- Location of El Plateado
- El Plateado Location within Colombia
- Coordinates: 2°27′52″N 77°14′25″W﻿ / ﻿2.464556°N 77.240167°W
- Country: Colombia
- Department: Cauca
- Municipality: Argelia

Population
- • Total: 8,000 (2,015)

= El Plateado =

Village in Colombia

El Plateado is a corregiment of the Colombian municipality of Argelia, department of Cauca. It is located within the Micay canyon on the Colombian Western Mountain Range at a distance of 207 km by road from the city of Popayán.

== History ==
Some documents indicate that in the past the district of Plateado was inhabited by the indigenous Guepies, Telembies and Barbacoas until the decade of 1940, a place where later settlers would arrive fleeing the violence unleashed in the country due to the assassination of the liberal leader Jorge Eliécer Gaitán; however, other versions affirm that although the time when the first mobilizations of settlers to territories of what is now the Municipality of Argelia occurred coincide with the period of violence unleashed in Colombia in 1948; colonization did not occur due to the effects of the bipartisan dispute between the liberal and conservative parties but rather due to the ambitious spirit of settlers. According to this other version, the origin of the El Plateado district is based on the adventure of Miguel Zapata, a man born in a region of El Bordo, Cauca Municipality called Guadualito, who in 1943, together with Felipe Rosero and Isaac Navia, began his adventure project. Residents of the area indicate that by approximately 1951, Miguel Zapata and others were already settled in the district, corroborating what was previously stated.

== Geography ==
The town of El Plateado is located within the Micay River Canyon, which is actually a deep gorge carved by the Micay River over millions of years, characterized by steep slopes, sometimes with a gradient greater than 60° and narrow V-shaped valleys; the Micay River flows at the bottom of the e canyon guided by major fault systems, particularly the NW-SE trending Micay Fault, forming impressive rapids and waterfalls along its course. These geological formations are a visual spectacle and a draw for adventure lovers. The Micay River Basin exhibits significant geological and morphological features shaped by tectonic activity, volcanic processes, and sedimentation and its geology includes basalts, ultrabasic rocks, and Quaternary volcanic deposits.

== Weather ==
The Micay River basin is part of the larger San Juan de Micay basin. It is one of the sub-basins within the Pacific Macrobasin The Micay River basin, like other areas in the Pacific Macrobasin, experiences high levels of precipitation, with some areas receiving between 2000 and 7000 mm/year. The region presents a significant variety of climates given its altitudinal variation from the coast to the watershed of the western mountain range.

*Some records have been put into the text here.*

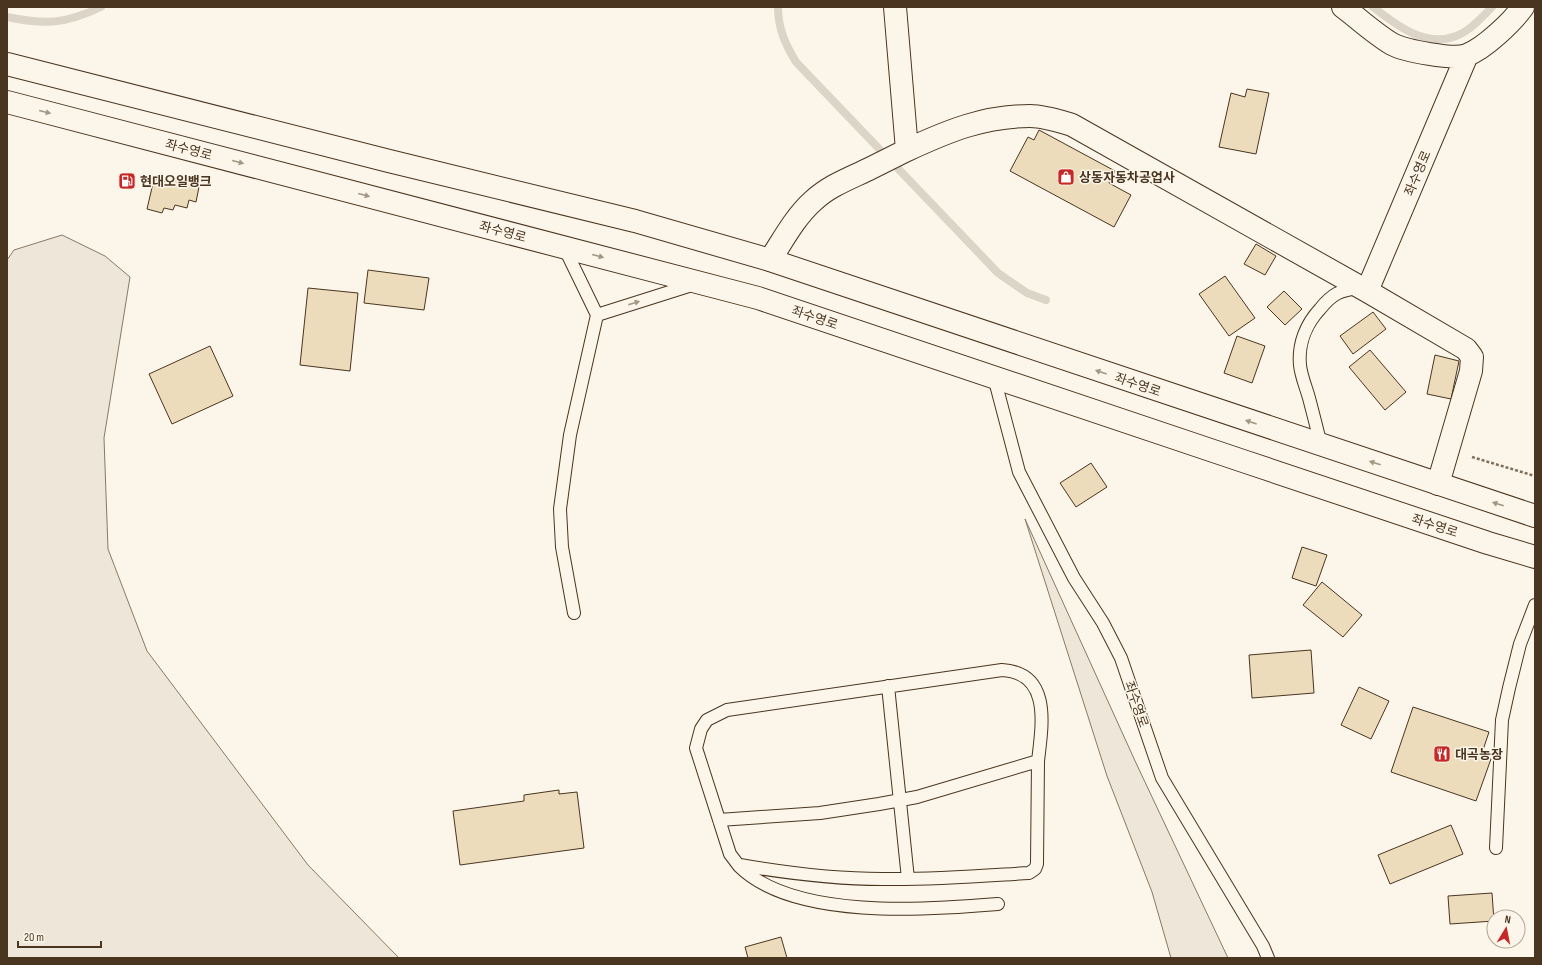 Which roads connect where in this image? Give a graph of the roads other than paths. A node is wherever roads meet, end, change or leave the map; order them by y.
1 (895, 7) edge
2 (1343, 7) edge
3 (1523, 7) edge
4 (1467, 55) junction
5 (7, 64) edge
6 (7, 102) edge
7 (904, 151) junction
8 (564, 247) junction
9 (770, 260) junction
10 (699, 282) junction
11 (1363, 290) junction
12 (597, 315) junction
13 (994, 377) junction
14 (1321, 445) junction
15 (1438, 484) junction
16 (1535, 516) edge
17 (1535, 557) edge
18 (1535, 605) edge
19 (574, 613) dead end
20 (888, 686) junction
21 (1038, 761) junction
22 (900, 800) junction
23 (719, 820) junction
24 (1496, 848) dead end
25 (739, 865) junction
26 (908, 879) junction
27 (998, 904) dead end
28 (1268, 958) edge

1 - 7 street
2 - 4 street
3 - 4 street
4 - 11 street, 좌수영로
5 - 9 street, 좌수영로
6 -> 8 street, 좌수영로
7 - 9 street
7 - 11 street
8 -> 10 street, 좌수영로
8 - 12 lane
14 -> 9 street, 좌수영로
12 -> 10 lane
10 - 13 street, 좌수영로
11 - 14 lane
11 - 15 street
12 - 19 lane
13 - 17 street, 좌수영로
13 - 28 lane, 좌수영로
15 -> 14 street, 좌수영로
16 -> 15 street, 좌수영로
18 - 24 lane
20 - 21 lane
20 - 22 lane
20 - 23 lane
21 - 22 lane
21 - 26 lane
22 - 23 lane
22 - 26 lane
23 - 25 lane
25 - 26 lane
25 - 27 lane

Among the warm climates, the climates are characterized by the Warm Very Humid and Warm Pluvial climates, which together occupy 48.87% of the basin, as is typical of the Pacific lowlands. These climates are found in the alluvial plains of the Micay River to the foothills of the western mountain range, at altitudes below 800 m and temperatures above 24 °C.

Among the temperate climates, the Dry Temperate and the Very Humid Temperate climates account for 31.88%. These are located, naturally, at altitudes ranging from 800 to 1,800 m, with temperatures between 18 and 24 °C and rainfall between 1,000 and 2,000 mm/year for the first case and 3,000 and 7,000 mm/year for the second. These climates are characteristic of the municipalities of Argelia and El Tambo.

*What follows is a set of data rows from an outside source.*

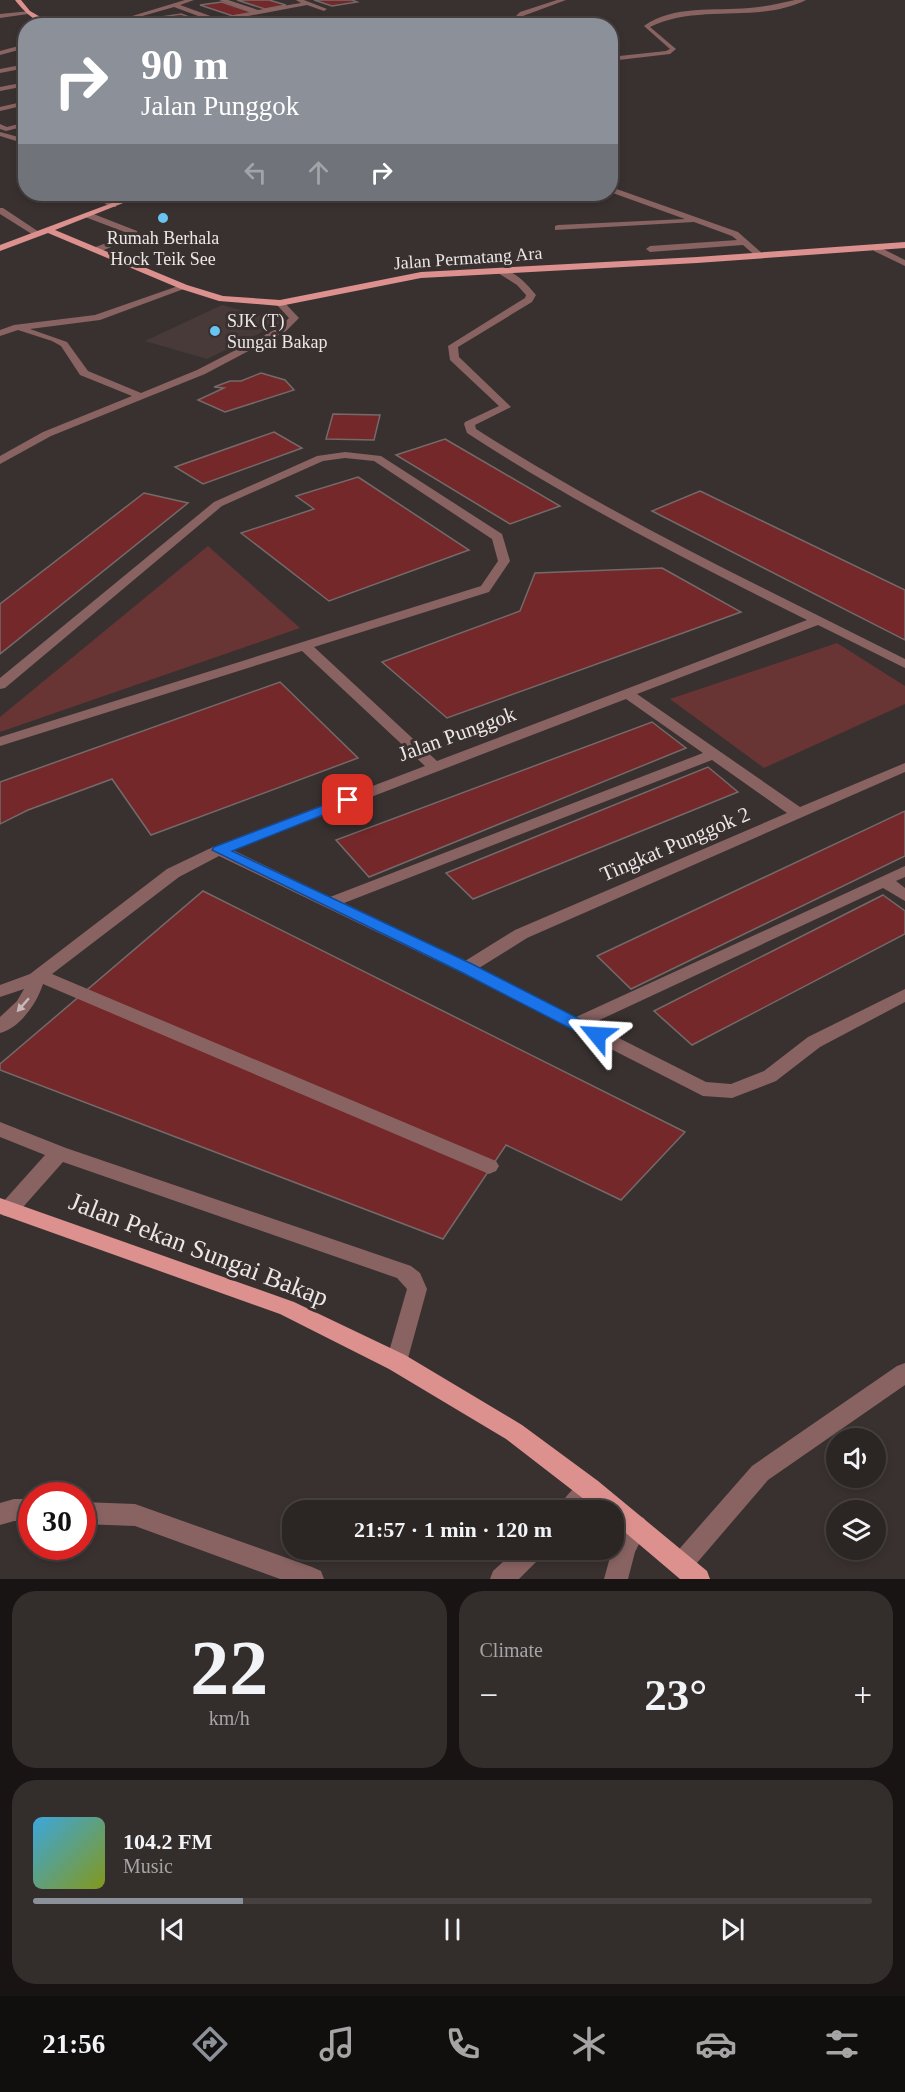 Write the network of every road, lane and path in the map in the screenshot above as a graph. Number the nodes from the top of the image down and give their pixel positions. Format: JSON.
{"nodes":[{"id":1,"x":18,"y":0,"type":"edge"},
{"id":2,"x":191,"y":0,"type":"edge"},
{"id":3,"x":222,"y":0,"type":"edge"},
{"id":4,"x":299,"y":0,"type":"edge"},
{"id":5,"x":563,"y":0,"type":"edge"},
{"id":6,"x":803,"y":0,"type":"edge"},
{"id":7,"x":308,"y":3,"type":"junction"},
{"id":8,"x":175,"y":5,"type":"junction"},
{"id":9,"x":324,"y":9,"type":"dead end"},
{"id":10,"x":28,"y":12,"type":"junction"},
{"id":11,"x":260,"y":13,"type":"junction"},
{"id":12,"x":0,"y":16,"type":"edge"},
{"id":13,"x":134,"y":17,"type":"joint"},
{"id":14,"x":39,"y":18,"type":"edge"},
{"id":15,"x":130,"y":18,"type":"edge"},
{"id":16,"x":211,"y":18,"type":"edge"},
{"id":17,"x":229,"y":18,"type":"edge"},
{"id":18,"x":522,"y":18,"type":"edge"},
{"id":19,"x":18,"y":48,"type":"edge"},
{"id":20,"x":0,"y":53,"type":"edge"},
{"id":21,"x":618,"y":58,"type":"edge"},
{"id":22,"x":0,"y":65,"type":"edge"},
{"id":23,"x":18,"y":67,"type":"edge"},
{"id":24,"x":8,"y":69,"type":"junction"},
{"id":25,"x":0,"y":71,"type":"edge"},
{"id":26,"x":18,"y":86,"type":"edge"},
{"id":27,"x":0,"y":89,"type":"edge"},
{"id":28,"x":18,"y":106,"type":"edge"},
{"id":29,"x":0,"y":109,"type":"edge"},
{"id":30,"x":0,"y":126,"type":"edge"},
{"id":31,"x":18,"y":126,"type":"edge"},
{"id":32,"x":0,"y":134,"type":"edge"},
{"id":33,"x":18,"y":140,"type":"edge"},
{"id":34,"x":618,"y":191,"type":"edge"},
{"id":35,"x":107,"y":201,"type":"edge"},
{"id":36,"x":124,"y":201,"type":"edge"},
{"id":37,"x":113,"y":205,"type":"junction"},
{"id":38,"x":0,"y":210,"type":"edge"},
{"id":39,"x":88,"y":215,"type":"junction"},
{"id":40,"x":699,"y":220,"type":"junction"},
{"id":41,"x":558,"y":228,"type":"dead end"},
{"id":42,"x":48,"y":230,"type":"junction"},
{"id":43,"x":38,"y":234,"type":"junction"},
{"id":44,"x":747,"y":242,"type":"junction"},
{"id":45,"x":905,"y":245,"type":"edge"},
{"id":46,"x":0,"y":248,"type":"edge"},
{"id":47,"x":650,"y":249,"type":"dead end"},
{"id":48,"x":877,"y":249,"type":"junction"},
{"id":49,"x":96,"y":250,"type":"junction"},
{"id":50,"x":761,"y":256,"type":"junction"},
{"id":51,"x":905,"y":264,"type":"edge"},
{"id":52,"x":501,"y":271,"type":"junction"},
{"id":53,"x":184,"y":287,"type":"junction"},
{"id":54,"x":280,"y":303,"type":"junction"},
{"id":55,"x":14,"y":328,"type":"junction"},
{"id":56,"x":0,"y":333,"type":"edge"},
{"id":57,"x":140,"y":396,"type":"junction"},
{"id":58,"x":0,"y":461,"type":"edge"},
{"id":59,"x":819,"y":620,"type":"junction"},
{"id":60,"x":306,"y":647,"type":"junction"},
{"id":61,"x":905,"y":664,"type":"edge"},
{"id":62,"x":0,"y":685,"type":"edge"},
{"id":63,"x":629,"y":695,"type":"junction"},
{"id":64,"x":4,"y":738,"type":"edge"},
{"id":65,"x":714,"y":754,"type":"junction"},
{"id":66,"x":434,"y":766,"type":"junction"},
{"id":67,"x":905,"y":767,"type":"edge"},
{"id":68,"x":798,"y":813,"type":"junction"},
{"id":69,"x":219,"y":850,"type":"junction"},
{"id":70,"x":905,"y":871,"type":"edge"},
{"id":71,"x":885,"y":881,"type":"junction"},
{"id":72,"x":905,"y":897,"type":"edge"},
{"id":73,"x":329,"y":903,"type":"junction"},
{"id":74,"x":466,"y":968,"type":"junction"},
{"id":75,"x":37,"y":976,"type":"junction"},
{"id":76,"x":0,"y":991,"type":"edge"},
{"id":77,"x":905,"y":995,"type":"edge"},
{"id":78,"x":576,"y":1024,"type":"junction"},
{"id":79,"x":0,"y":1027,"type":"edge"},
{"id":80,"x":0,"y":1129,"type":"edge"},
{"id":81,"x":59,"y":1153,"type":"junction"},
{"id":82,"x":489,"y":1166,"type":"dead end"},
{"id":83,"x":4,"y":1207,"type":"edge"},
{"id":84,"x":397,"y":1362,"type":"junction"},
{"id":85,"x":905,"y":1373,"type":"edge"},
{"id":86,"x":590,"y":1488,"type":"junction"},
{"id":87,"x":579,"y":1500,"type":"edge"},
{"id":88,"x":18,"y":1510,"type":"edge"},
{"id":89,"x":0,"y":1514,"type":"edge"},
{"id":90,"x":96,"y":1514,"type":"edge"},
{"id":91,"x":636,"y":1526,"type":"junction"},
{"id":92,"x":522,"y":1560,"type":"edge"},
{"id":93,"x":690,"y":1571,"type":"edge"},
{"id":94,"x":312,"y":1579,"type":"edge"},
{"id":95,"x":502,"y":1579,"type":"edge"},
{"id":96,"x":616,"y":1579,"type":"edge"}],
"edges":[{"from":1,"to":10,"type":"main road"},
{"from":2,"to":8,"type":"street"},
{"from":3,"to":11,"type":"street"},
{"from":4,"to":7,"type":"street"},
{"from":5,"to":18,"type":"street"},
{"from":6,"to":21,"type":"street"},
{"from":7,"to":9,"type":"street"},
{"from":7,"to":11,"type":"street"},
{"from":8,"to":13,"type":"street"},
{"from":8,"to":16,"type":"street"},
{"from":10,"to":12,"type":"street"},
{"from":10,"to":14,"type":"main road"},
{"from":11,"to":17,"type":"street"},
{"from":13,"to":15,"type":"street"},
{"from":19,"to":20,"type":"street"},
{"from":22,"to":24,"type":"street"},
{"from":23,"to":24,"type":"street"},
{"from":24,"to":25,"type":"street"},
{"from":26,"to":27,"type":"street"},
{"from":28,"to":29,"type":"street"},
{"from":30,"to":31,"type":"street"},
{"from":32,"to":33,"type":"street"},
{"from":34,"to":40,"type":"street"},
{"from":35,"to":37,"type":"street"},
{"from":36,"to":37,"type":"main road"},
{"from":37,"to":39,"type":"main road"},
{"from":38,"to":43,"type":"street"},
{"from":39,"to":42,"type":"main road"},
{"from":39,"to":49,"type":"street"},
{"from":40,"to":41,"type":"street"},
{"from":40,"to":44,"type":"street"},
{"from":42,"to":43,"type":"main road"},
{"from":42,"to":49,"type":"main road","name":"Jalan Permatang Ara"},
{"from":43,"to":46,"type":"main road"},
{"from":44,"to":47,"type":"street"},
{"from":44,"to":50,"type":"street"},
{"from":45,"to":48,"type":"main road","name":"Jalan Permatang Ara"},
{"from":48,"to":50,"type":"main road","name":"Jalan Permatang Ara"},
{"from":48,"to":51,"type":"street"},
{"from":49,"to":53,"type":"main road","name":"Jalan Permatang Ara"},
{"from":50,"to":52,"type":"main road","name":"Jalan Permatang Ara"},
{"from":52,"to":54,"type":"main road","name":"Jalan Permatang Ara"},
{"from":52,"to":59,"type":"street"},
{"from":53,"to":54,"type":"main road","name":"Jalan Permatang Ara"},
{"from":53,"to":55,"type":"street"},
{"from":54,"to":57,"type":"street"},
{"from":55,"to":56,"type":"street"},
{"from":55,"to":57,"type":"street"},
{"from":57,"to":58,"type":"street"},
{"from":59,"to":61,"type":"street"},
{"from":59,"to":63,"type":"street","name":"Jalan Punggok"},
{"from":60,"to":62,"type":"street"},
{"from":60,"to":64,"type":"street"},
{"from":60,"to":66,"type":"street"},
{"from":63,"to":65,"type":"street"},
{"from":63,"to":66,"type":"street","name":"Jalan Punggok"},
{"from":65,"to":68,"type":"street"},
{"from":65,"to":73,"type":"street"},
{"from":66,"to":69,"type":"street","name":"Jalan Punggok"},
{"from":67,"to":68,"type":"street","name":"Tingkat Punggok 2"},
{"from":68,"to":74,"type":"street","name":"Tingkat Punggok 2"},
{"from":69,"to":73,"type":"street"},
{"from":69,"to":75,"type":"street","name":"Jalan Punggok"},
{"from":70,"to":71,"type":"street"},
{"from":71,"to":72,"type":"street"},
{"from":71,"to":78,"type":"street"},
{"from":73,"to":74,"type":"street"},
{"from":74,"to":78,"type":"street"},
{"from":75,"to":76,"type":"street","name":"Jalan Punggok"},
{"from":75,"to":79,"type":"street","name":"Jalan Punggok","one_way":true},
{"from":75,"to":82,"type":"street"},
{"from":77,"to":78,"type":"street"},
{"from":80,"to":81,"type":"street"},
{"from":81,"to":83,"type":"street"},
{"from":81,"to":84,"type":"street"},
{"from":83,"to":84,"type":"main road","name":"Jalan Pekan Sungai Bakap"},
{"from":84,"to":86,"type":"main road","name":"Jalan Pekan Sungai Bakap"},
{"from":85,"to":93,"type":"street"},
{"from":86,"to":87,"type":"street"},
{"from":86,"to":91,"type":"main road","name":"Jalan Pekan Sungai Bakap"},
{"from":88,"to":89,"type":"street"},
{"from":90,"to":94,"type":"street"},
{"from":91,"to":93,"type":"main road","name":"Jalan Pekan Sungai Bakap"},
{"from":91,"to":96,"type":"street"},
{"from":92,"to":95,"type":"street"}]}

Ascending the Western Cordillera, the Cold Humid and Cold Very Humid climates are found, which account for 17.02% of the basin, at altitudes ranging from 1,800 to 2,800 m, with temperatures between 12 and 18 °C and rainfall of 2,000 and 3,000 mm/year and 3,000 and 7,000 mm/year, respectively. These are part of the climate diversity of the municipalities of Argelia and El Tambo.

Continuing the ascent, very cold climates appear, among which are the Very Cold Humid climate and the Very Cold Very Humid climate, which together occupy 2.23% within the basin, as can be seen in Table 30. These climates are typical of altitudes between 2800 and 3700 m, temperatures that vary from 6 to 12 °C and precipitation 2000–3000 mm/year and 3000–7000 mm/year. They occur within the basin in the municipalities of Argelia and El Tambo.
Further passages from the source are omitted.